**THE PROBLEM:** Your task is to write out all of the records once more, exactly.

--- START ---

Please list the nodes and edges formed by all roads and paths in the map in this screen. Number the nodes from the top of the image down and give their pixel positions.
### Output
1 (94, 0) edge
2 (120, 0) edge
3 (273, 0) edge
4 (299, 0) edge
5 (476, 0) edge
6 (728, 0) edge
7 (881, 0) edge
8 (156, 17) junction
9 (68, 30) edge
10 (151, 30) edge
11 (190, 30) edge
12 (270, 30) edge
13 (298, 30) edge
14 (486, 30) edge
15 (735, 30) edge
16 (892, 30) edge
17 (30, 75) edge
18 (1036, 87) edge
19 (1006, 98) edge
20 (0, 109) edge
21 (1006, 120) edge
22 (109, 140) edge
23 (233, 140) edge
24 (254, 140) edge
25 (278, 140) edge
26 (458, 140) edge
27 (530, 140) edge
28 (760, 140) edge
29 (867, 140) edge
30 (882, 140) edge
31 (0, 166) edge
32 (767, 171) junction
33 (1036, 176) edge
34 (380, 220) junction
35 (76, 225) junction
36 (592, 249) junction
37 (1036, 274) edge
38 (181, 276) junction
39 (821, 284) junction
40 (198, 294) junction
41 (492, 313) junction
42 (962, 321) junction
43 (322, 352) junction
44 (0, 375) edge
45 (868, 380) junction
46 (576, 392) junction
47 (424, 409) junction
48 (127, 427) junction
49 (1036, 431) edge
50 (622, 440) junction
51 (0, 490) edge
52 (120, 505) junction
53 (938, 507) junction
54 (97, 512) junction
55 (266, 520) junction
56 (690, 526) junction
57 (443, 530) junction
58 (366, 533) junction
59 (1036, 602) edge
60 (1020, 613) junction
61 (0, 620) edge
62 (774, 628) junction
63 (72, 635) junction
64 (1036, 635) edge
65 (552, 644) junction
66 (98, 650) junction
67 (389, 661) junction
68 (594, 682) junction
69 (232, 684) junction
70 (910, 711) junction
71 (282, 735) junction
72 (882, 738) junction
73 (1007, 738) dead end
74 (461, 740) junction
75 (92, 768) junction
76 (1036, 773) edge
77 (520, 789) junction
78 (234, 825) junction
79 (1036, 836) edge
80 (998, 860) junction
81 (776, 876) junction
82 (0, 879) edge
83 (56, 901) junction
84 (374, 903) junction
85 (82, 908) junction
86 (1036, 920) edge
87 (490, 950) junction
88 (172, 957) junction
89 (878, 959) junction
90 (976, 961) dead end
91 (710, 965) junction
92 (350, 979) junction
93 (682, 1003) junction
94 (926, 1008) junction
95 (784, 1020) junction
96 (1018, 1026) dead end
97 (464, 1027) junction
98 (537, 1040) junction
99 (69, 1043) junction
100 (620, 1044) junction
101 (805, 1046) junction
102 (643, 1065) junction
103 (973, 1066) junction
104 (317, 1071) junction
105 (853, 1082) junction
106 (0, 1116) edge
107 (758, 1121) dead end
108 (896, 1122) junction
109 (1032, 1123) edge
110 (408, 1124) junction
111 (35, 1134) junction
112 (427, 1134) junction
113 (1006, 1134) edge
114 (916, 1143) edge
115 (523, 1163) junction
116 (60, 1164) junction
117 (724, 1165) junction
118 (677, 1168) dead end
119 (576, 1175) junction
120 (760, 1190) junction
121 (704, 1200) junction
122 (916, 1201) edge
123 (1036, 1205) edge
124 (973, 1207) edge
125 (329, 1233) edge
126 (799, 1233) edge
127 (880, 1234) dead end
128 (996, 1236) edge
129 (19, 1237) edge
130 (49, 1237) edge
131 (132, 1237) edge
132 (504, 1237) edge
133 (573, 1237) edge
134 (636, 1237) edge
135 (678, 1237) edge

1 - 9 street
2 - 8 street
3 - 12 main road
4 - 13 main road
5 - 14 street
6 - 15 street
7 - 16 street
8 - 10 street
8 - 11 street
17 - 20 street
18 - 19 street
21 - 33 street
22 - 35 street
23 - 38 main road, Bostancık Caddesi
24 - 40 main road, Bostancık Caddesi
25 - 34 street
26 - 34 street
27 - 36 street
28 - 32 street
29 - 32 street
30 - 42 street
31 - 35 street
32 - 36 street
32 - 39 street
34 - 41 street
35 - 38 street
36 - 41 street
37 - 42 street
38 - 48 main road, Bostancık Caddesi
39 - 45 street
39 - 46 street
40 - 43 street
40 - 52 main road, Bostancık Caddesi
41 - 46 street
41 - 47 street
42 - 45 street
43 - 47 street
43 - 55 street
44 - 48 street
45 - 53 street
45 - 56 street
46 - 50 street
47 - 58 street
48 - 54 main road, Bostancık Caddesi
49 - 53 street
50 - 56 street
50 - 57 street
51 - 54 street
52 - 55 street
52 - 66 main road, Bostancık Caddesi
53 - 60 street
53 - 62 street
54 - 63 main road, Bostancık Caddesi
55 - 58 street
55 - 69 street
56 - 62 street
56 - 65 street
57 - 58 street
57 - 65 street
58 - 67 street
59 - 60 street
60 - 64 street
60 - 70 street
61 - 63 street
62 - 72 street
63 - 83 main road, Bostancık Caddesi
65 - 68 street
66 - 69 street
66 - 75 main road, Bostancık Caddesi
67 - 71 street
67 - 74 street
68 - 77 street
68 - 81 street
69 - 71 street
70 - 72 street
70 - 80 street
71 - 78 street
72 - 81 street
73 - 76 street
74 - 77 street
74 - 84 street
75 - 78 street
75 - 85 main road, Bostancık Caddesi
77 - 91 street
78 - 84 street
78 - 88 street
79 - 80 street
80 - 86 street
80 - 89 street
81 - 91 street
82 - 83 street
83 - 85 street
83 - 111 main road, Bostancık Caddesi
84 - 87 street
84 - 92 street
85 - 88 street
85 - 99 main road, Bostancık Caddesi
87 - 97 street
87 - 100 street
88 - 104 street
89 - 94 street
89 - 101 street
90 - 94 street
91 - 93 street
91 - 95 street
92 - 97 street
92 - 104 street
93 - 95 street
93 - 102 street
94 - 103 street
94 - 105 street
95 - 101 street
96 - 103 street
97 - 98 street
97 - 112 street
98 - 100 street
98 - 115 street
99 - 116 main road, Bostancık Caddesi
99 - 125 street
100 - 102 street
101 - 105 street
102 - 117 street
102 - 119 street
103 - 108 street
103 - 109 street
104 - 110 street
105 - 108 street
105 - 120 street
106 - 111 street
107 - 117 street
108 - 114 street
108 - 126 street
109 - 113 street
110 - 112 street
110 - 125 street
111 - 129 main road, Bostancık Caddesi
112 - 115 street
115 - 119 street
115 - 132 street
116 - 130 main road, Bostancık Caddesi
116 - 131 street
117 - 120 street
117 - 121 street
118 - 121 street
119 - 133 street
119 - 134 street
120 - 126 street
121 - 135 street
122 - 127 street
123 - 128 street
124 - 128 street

--- END ---

**ANSWER FOR THE TASK:**
Please list the nodes and edges formed by all roads and paths in the map in this screen. Number the nodes from the top of the image down and give their pixel positions.
### Output
1 (94, 0) edge
2 (120, 0) edge
3 (273, 0) edge
4 (299, 0) edge
5 (476, 0) edge
6 (728, 0) edge
7 (881, 0) edge
8 (156, 17) junction
9 (68, 30) edge
10 (151, 30) edge
11 (190, 30) edge
12 (270, 30) edge
13 (298, 30) edge
14 (486, 30) edge
15 (735, 30) edge
16 (892, 30) edge
17 (30, 75) edge
18 (1036, 87) edge
19 (1006, 98) edge
20 (0, 109) edge
21 (1006, 120) edge
22 (109, 140) edge
23 (233, 140) edge
24 (254, 140) edge
25 (278, 140) edge
26 (458, 140) edge
27 (530, 140) edge
28 (760, 140) edge
29 (867, 140) edge
30 (882, 140) edge
31 (0, 166) edge
32 (767, 171) junction
33 (1036, 176) edge
34 (380, 220) junction
35 (76, 225) junction
36 (592, 249) junction
37 (1036, 274) edge
38 (181, 276) junction
39 (821, 284) junction
40 (198, 294) junction
41 (492, 313) junction
42 (962, 321) junction
43 (322, 352) junction
44 (0, 375) edge
45 (868, 380) junction
46 (576, 392) junction
47 (424, 409) junction
48 (127, 427) junction
49 (1036, 431) edge
50 (622, 440) junction
51 (0, 490) edge
52 (120, 505) junction
53 (938, 507) junction
54 (97, 512) junction
55 (266, 520) junction
56 (690, 526) junction
57 (443, 530) junction
58 (366, 533) junction
59 (1036, 602) edge
60 (1020, 613) junction
61 (0, 620) edge
62 (774, 628) junction
63 (72, 635) junction
64 (1036, 635) edge
65 (552, 644) junction
66 (98, 650) junction
67 (389, 661) junction
68 (594, 682) junction
69 (232, 684) junction
70 (910, 711) junction
71 (282, 735) junction
72 (882, 738) junction
73 (1007, 738) dead end
74 (461, 740) junction
75 (92, 768) junction
76 (1036, 773) edge
77 (520, 789) junction
78 (234, 825) junction
79 (1036, 836) edge
80 (998, 860) junction
81 (776, 876) junction
82 (0, 879) edge
83 (56, 901) junction
84 (374, 903) junction
85 (82, 908) junction
86 (1036, 920) edge
87 (490, 950) junction
88 (172, 957) junction
89 (878, 959) junction
90 (976, 961) dead end
91 (710, 965) junction
92 (350, 979) junction
93 (682, 1003) junction
94 (926, 1008) junction
95 (784, 1020) junction
96 (1018, 1026) dead end
97 (464, 1027) junction
98 (537, 1040) junction
99 (69, 1043) junction
100 (620, 1044) junction
101 (805, 1046) junction
102 (643, 1065) junction
103 (973, 1066) junction
104 (317, 1071) junction
105 (853, 1082) junction
106 (0, 1116) edge
107 (758, 1121) dead end
108 (896, 1122) junction
109 (1032, 1123) edge
110 (408, 1124) junction
111 (35, 1134) junction
112 (427, 1134) junction
113 (1006, 1134) edge
114 (916, 1143) edge
115 (523, 1163) junction
116 (60, 1164) junction
117 (724, 1165) junction
118 (677, 1168) dead end
119 (576, 1175) junction
120 (760, 1190) junction
121 (704, 1200) junction
122 (916, 1201) edge
123 (1036, 1205) edge
124 (973, 1207) edge
125 (329, 1233) edge
126 (799, 1233) edge
127 (880, 1234) dead end
128 (996, 1236) edge
129 (19, 1237) edge
130 (49, 1237) edge
131 (132, 1237) edge
132 (504, 1237) edge
133 (573, 1237) edge
134 (636, 1237) edge
135 (678, 1237) edge

1 - 9 street
2 - 8 street
3 - 12 main road
4 - 13 main road
5 - 14 street
6 - 15 street
7 - 16 street
8 - 10 street
8 - 11 street
17 - 20 street
18 - 19 street
21 - 33 street
22 - 35 street
23 - 38 main road, Bostancık Caddesi
24 - 40 main road, Bostancık Caddesi
25 - 34 street
26 - 34 street
27 - 36 street
28 - 32 street
29 - 32 street
30 - 42 street
31 - 35 street
32 - 36 street
32 - 39 street
34 - 41 street
35 - 38 street
36 - 41 street
37 - 42 street
38 - 48 main road, Bostancık Caddesi
39 - 45 street
39 - 46 street
40 - 43 street
40 - 52 main road, Bostancık Caddesi
41 - 46 street
41 - 47 street
42 - 45 street
43 - 47 street
43 - 55 street
44 - 48 street
45 - 53 street
45 - 56 street
46 - 50 street
47 - 58 street
48 - 54 main road, Bostancık Caddesi
49 - 53 street
50 - 56 street
50 - 57 street
51 - 54 street
52 - 55 street
52 - 66 main road, Bostancık Caddesi
53 - 60 street
53 - 62 street
54 - 63 main road, Bostancık Caddesi
55 - 58 street
55 - 69 street
56 - 62 street
56 - 65 street
57 - 58 street
57 - 65 street
58 - 67 street
59 - 60 street
60 - 64 street
60 - 70 street
61 - 63 street
62 - 72 street
63 - 83 main road, Bostancık Caddesi
65 - 68 street
66 - 69 street
66 - 75 main road, Bostancık Caddesi
67 - 71 street
67 - 74 street
68 - 77 street
68 - 81 street
69 - 71 street
70 - 72 street
70 - 80 street
71 - 78 street
72 - 81 street
73 - 76 street
74 - 77 street
74 - 84 street
75 - 78 street
75 - 85 main road, Bostancık Caddesi
77 - 91 street
78 - 84 street
78 - 88 street
79 - 80 street
80 - 86 street
80 - 89 street
81 - 91 street
82 - 83 street
83 - 85 street
83 - 111 main road, Bostancık Caddesi
84 - 87 street
84 - 92 street
85 - 88 street
85 - 99 main road, Bostancık Caddesi
87 - 97 street
87 - 100 street
88 - 104 street
89 - 94 street
89 - 101 street
90 - 94 street
91 - 93 street
91 - 95 street
92 - 97 street
92 - 104 street
93 - 95 street
93 - 102 street
94 - 103 street
94 - 105 street
95 - 101 street
96 - 103 street
97 - 98 street
97 - 112 street
98 - 100 street
98 - 115 street
99 - 116 main road, Bostancık Caddesi
99 - 125 street
100 - 102 street
101 - 105 street
102 - 117 street
102 - 119 street
103 - 108 street
103 - 109 street
104 - 110 street
105 - 108 street
105 - 120 street
106 - 111 street
107 - 117 street
108 - 114 street
108 - 126 street
109 - 113 street
110 - 112 street
110 - 125 street
111 - 129 main road, Bostancık Caddesi
112 - 115 street
115 - 119 street
115 - 132 street
116 - 130 main road, Bostancık Caddesi
116 - 131 street
117 - 120 street
117 - 121 street
118 - 121 street
119 - 133 street
119 - 134 street
120 - 126 street
121 - 135 street
122 - 127 street
123 - 128 street
124 - 128 street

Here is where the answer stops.